Each wrestler attempts to “put himself over” (i.e., to come off looking good) at the expense of his fellows—much as he did during his working career. To Joe Hamilton, Tony Atlas was a lazy and undisciplined worker. To Atlas, Hamilton was an old-school Southern racist (quick aside: he was). Dozens of autobiographies address the notoriously brutal and ingenious Mid-South wrestling promoter “Cowboy” Bill Watts, an ex-Oklahoma football player regarded as a hero to some, a jerk by most, and “double tough” by everyone (most notably Watts himself, who confesses to innumerable crimes, including ripping out someone’s eyeball and eating a human ear, in the course of his stock Christian redemption narrative). At some point, you as the reader become internal to the story, at a level that almost (but not quite, and never) amounts to that of instinctive reaction.
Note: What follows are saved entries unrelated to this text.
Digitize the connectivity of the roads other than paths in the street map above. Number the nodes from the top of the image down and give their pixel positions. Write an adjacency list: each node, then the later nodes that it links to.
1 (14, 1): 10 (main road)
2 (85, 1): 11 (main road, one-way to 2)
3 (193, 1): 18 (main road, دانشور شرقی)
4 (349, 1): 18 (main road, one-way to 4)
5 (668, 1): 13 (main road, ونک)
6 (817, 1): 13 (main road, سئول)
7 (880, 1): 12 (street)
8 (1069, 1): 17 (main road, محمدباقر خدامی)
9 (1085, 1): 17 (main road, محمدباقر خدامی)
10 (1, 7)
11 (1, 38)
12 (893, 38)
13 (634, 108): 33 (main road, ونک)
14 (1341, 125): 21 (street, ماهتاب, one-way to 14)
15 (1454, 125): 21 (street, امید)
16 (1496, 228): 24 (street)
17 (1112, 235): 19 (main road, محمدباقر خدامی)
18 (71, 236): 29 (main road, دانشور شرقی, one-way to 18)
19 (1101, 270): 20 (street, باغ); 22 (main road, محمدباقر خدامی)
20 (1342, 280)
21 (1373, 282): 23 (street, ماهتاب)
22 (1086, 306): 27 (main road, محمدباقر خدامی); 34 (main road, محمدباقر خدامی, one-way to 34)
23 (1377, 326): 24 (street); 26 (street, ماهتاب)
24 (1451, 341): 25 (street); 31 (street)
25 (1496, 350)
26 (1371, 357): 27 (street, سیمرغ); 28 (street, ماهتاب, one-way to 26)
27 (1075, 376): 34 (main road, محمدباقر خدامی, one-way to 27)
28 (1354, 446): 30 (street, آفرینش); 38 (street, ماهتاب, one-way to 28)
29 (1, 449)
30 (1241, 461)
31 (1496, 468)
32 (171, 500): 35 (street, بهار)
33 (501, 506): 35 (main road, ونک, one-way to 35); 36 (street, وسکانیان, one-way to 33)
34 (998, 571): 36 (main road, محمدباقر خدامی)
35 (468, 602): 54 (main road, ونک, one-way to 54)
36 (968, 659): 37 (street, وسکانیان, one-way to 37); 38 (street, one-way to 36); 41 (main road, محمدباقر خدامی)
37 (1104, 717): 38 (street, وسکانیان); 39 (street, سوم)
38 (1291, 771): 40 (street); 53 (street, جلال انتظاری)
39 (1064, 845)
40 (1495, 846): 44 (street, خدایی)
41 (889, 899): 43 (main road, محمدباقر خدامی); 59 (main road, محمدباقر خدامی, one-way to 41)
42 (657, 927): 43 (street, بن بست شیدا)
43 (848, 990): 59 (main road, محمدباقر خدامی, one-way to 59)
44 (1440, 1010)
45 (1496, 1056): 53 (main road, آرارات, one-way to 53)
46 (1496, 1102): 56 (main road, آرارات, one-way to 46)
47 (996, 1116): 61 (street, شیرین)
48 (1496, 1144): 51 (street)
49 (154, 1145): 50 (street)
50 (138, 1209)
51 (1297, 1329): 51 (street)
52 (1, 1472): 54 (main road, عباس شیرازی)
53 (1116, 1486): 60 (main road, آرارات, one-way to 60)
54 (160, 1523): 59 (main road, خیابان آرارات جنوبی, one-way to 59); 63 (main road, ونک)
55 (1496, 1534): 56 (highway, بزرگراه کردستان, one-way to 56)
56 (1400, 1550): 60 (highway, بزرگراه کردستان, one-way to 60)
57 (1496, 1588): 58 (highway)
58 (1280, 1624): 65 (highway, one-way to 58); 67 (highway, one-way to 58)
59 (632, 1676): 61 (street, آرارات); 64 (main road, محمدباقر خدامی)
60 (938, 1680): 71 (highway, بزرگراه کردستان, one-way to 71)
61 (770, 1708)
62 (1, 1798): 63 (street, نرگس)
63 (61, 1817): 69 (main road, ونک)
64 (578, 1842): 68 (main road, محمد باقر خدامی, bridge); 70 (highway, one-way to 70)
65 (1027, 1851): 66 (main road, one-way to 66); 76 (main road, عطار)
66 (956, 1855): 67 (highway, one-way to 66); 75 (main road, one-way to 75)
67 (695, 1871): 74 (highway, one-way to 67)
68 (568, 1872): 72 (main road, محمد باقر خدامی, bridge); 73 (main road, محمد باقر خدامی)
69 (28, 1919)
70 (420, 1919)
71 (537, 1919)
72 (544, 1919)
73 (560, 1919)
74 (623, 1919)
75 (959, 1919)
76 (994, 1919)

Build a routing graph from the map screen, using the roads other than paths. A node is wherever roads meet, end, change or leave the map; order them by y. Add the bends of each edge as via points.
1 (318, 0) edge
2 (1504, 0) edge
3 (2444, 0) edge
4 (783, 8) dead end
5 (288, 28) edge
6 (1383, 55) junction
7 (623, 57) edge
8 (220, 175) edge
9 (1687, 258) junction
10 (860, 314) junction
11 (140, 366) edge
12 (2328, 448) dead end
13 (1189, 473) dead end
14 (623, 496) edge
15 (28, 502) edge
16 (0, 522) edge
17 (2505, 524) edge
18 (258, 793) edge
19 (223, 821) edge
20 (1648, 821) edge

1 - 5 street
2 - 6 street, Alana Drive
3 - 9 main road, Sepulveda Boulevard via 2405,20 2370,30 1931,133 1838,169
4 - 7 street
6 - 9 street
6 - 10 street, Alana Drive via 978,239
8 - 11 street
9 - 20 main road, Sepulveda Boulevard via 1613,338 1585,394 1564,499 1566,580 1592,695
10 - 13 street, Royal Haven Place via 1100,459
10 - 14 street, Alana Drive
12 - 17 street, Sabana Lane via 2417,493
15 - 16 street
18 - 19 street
As I organize this material into a manuscript suitable for publication, I realize that I am doing it a disservice. To make it useful, I must impose on it an order “from above.” Tony Atlas and Joe Hamilton will be quoted for specific purposes, their words removed from the context of the narratives that Scott Teal compiled for them. The non-wrestler amateur historians who took it upon themselves to write chronicles of various wrestling promotions will suffer a similar fate. They merely wanted to preserve the record of a specific match or storyline; now excerpts from their work will have to stand in for something ostensibly greater and more significant.5

Everyman does not, as Becker tells us, make his history out of whole cloth, but rather out of the factual fragments that surround and rush past him. What he fastens firmly in the front of his mind and what we professional historians would like him to remember are two very different things. Tony Atlas would have you remember him as a wrestling star, and I would have you treat him as a disembodied sentence or three. This is, admittedly, an insoluble problem for us, and one that warrants our careful and constant consideration.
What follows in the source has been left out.